Every line of the entries that holds the word "name" is to be copied.

• _Source data_:
┌──

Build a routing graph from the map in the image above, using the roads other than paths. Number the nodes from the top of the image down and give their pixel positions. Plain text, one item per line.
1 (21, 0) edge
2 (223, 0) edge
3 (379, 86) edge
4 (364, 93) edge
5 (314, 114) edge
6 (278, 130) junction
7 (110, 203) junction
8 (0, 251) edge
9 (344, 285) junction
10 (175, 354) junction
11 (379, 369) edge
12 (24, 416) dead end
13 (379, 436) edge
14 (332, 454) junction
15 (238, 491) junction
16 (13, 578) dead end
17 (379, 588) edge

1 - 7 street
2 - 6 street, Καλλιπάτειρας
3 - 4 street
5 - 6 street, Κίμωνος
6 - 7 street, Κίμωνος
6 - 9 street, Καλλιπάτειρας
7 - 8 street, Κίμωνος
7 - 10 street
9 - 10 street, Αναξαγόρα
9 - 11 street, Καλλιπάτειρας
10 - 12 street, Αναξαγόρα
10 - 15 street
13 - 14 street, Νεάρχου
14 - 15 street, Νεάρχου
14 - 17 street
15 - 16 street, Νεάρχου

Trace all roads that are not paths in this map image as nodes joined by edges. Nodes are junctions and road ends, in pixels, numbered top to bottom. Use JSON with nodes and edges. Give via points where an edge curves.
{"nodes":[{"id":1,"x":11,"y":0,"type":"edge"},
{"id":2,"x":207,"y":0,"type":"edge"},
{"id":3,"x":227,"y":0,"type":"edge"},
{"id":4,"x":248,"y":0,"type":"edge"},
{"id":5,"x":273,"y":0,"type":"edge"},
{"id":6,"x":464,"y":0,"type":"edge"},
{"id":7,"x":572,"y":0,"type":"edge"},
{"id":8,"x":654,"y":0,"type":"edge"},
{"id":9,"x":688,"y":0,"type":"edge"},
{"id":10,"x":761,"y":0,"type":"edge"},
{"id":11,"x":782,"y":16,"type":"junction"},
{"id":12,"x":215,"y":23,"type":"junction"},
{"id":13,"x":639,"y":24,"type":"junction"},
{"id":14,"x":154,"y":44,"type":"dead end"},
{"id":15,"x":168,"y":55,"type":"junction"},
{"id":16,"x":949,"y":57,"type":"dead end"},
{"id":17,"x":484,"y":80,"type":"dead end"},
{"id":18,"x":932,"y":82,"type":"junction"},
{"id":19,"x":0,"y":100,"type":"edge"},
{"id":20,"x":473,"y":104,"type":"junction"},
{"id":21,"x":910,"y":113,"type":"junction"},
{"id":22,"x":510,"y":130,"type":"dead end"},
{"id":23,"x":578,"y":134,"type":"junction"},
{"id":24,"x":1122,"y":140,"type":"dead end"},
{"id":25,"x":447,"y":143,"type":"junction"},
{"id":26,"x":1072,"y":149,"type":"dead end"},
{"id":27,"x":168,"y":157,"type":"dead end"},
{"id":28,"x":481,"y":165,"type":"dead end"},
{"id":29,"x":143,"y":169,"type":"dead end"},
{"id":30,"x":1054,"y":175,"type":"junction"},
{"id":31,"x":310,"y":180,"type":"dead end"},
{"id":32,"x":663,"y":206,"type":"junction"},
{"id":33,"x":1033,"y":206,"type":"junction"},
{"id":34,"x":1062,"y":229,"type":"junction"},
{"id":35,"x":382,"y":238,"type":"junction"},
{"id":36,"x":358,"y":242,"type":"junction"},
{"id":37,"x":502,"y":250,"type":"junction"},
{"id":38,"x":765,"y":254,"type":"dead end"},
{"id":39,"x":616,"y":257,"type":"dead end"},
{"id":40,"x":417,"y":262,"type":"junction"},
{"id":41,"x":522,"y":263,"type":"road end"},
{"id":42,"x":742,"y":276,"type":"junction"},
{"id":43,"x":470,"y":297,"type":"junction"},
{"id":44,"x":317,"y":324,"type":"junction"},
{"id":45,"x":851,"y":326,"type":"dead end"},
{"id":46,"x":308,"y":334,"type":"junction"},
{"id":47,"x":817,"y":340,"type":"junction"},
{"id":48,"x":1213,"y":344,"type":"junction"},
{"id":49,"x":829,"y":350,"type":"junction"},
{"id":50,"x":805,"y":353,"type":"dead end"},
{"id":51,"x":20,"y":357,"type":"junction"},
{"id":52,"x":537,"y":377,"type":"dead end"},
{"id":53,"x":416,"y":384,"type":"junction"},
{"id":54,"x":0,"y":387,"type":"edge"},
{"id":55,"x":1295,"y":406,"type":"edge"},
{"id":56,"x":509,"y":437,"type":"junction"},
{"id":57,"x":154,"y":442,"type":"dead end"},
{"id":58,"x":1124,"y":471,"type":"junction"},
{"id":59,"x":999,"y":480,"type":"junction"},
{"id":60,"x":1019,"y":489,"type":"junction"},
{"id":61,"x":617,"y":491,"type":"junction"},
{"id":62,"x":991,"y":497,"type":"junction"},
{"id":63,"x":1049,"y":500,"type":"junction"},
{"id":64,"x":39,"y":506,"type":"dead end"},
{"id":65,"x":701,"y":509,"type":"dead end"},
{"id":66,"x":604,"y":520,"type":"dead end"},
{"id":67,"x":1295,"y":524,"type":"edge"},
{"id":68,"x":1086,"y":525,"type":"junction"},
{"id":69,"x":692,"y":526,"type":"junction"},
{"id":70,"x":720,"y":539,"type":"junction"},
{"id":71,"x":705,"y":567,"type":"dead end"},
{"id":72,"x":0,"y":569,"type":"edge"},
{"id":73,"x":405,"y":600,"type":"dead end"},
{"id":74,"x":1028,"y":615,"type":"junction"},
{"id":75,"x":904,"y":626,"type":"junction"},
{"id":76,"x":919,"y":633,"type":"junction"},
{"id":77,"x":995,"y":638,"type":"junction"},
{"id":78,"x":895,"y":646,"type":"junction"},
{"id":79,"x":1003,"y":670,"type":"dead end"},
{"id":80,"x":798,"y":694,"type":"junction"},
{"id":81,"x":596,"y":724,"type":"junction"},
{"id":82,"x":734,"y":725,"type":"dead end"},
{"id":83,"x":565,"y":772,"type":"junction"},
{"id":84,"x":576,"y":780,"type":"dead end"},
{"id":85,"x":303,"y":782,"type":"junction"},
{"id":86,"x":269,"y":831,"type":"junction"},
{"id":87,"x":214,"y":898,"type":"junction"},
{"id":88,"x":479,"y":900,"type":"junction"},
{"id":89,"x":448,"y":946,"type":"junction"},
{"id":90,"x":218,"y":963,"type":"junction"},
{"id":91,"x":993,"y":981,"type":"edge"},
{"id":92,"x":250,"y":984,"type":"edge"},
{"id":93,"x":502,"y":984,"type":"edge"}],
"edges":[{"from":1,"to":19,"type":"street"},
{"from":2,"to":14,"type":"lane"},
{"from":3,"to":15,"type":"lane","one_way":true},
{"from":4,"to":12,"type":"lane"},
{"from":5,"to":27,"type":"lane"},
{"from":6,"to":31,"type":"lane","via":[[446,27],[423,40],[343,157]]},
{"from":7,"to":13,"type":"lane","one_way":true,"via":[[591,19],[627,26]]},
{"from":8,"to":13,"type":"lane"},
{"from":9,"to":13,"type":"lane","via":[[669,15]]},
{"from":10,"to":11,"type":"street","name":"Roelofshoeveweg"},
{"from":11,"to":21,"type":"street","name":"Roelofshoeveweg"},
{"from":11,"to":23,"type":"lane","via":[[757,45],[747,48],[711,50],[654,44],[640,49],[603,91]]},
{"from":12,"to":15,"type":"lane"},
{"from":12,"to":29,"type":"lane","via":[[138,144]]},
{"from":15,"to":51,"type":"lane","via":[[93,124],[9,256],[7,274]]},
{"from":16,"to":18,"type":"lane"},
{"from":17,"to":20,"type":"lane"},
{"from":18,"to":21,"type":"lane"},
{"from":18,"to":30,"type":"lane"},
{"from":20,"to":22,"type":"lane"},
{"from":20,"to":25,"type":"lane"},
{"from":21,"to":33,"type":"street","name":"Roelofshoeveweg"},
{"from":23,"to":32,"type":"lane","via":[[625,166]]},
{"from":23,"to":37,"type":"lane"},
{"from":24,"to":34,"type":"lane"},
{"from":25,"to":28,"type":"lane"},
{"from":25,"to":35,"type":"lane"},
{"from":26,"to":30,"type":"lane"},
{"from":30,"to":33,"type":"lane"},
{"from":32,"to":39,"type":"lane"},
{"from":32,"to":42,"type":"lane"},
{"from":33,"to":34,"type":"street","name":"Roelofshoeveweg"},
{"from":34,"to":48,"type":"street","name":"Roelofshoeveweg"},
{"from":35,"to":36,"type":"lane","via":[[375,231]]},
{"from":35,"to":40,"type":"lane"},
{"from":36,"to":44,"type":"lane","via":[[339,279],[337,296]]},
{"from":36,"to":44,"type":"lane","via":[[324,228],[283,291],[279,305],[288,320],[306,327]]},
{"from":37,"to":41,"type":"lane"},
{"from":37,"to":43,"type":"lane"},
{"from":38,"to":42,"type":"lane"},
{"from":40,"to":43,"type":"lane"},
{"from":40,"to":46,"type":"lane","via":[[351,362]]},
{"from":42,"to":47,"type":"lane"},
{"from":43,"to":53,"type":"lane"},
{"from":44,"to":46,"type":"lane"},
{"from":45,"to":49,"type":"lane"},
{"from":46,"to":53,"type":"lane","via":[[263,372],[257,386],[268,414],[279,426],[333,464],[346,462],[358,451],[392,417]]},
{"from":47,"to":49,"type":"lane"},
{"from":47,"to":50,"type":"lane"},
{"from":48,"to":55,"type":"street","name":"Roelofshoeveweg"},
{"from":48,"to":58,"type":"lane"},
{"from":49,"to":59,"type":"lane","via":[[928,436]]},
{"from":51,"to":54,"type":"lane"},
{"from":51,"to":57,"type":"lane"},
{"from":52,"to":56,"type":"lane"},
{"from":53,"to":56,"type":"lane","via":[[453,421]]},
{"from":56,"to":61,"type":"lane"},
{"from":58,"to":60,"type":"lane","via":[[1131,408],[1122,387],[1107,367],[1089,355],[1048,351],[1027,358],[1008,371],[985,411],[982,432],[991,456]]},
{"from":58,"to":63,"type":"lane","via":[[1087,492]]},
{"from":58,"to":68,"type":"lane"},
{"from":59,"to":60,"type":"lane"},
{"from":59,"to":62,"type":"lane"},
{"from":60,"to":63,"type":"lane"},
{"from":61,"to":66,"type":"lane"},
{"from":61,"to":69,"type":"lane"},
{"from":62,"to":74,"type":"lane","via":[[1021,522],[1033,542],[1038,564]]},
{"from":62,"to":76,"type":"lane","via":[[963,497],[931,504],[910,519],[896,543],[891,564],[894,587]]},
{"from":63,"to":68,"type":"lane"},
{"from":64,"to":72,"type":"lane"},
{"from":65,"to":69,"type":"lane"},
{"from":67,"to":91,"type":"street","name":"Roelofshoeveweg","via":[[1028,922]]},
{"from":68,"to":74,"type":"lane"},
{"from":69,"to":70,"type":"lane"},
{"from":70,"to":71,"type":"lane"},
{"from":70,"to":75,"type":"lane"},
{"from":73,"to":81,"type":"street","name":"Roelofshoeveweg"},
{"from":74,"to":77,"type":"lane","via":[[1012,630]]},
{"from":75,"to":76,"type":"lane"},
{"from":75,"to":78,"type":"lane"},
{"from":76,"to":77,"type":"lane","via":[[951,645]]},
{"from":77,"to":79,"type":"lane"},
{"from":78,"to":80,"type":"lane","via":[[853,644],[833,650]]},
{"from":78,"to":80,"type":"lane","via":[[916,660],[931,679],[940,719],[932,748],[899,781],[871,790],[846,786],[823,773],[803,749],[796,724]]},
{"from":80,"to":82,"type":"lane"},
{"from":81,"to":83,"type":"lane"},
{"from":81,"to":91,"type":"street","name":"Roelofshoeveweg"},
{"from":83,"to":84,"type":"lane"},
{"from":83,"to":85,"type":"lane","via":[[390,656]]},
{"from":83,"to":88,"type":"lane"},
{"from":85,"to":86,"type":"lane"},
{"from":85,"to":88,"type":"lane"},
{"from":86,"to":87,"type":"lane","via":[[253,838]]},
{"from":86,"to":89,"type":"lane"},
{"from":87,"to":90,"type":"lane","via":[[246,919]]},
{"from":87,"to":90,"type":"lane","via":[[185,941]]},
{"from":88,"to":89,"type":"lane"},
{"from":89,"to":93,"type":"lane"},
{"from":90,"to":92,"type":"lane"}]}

└──

• _Output of the exercise_:
{"from":10,"to":11,"type":"street","name":"Roelofshoeveweg"},
{"from":11,"to":21,"type":"street","name":"Roelofshoeveweg"},
{"from":21,"to":33,"type":"street","name":"Roelofshoeveweg"},
{"from":33,"to":34,"type":"street","name":"Roelofshoeveweg"},
{"from":34,"to":48,"type":"street","name":"Roelofshoeveweg"},
{"from":48,"to":55,"type":"street","name":"Roelofshoeveweg"},
{"from":67,"to":91,"type":"street","name":"Roelofshoeveweg","via":[[1028,922]]},
{"from":73,"to":81,"type":"street","name":"Roelofshoeveweg"},
{"from":81,"to":91,"type":"street","name":"Roelofshoeveweg"},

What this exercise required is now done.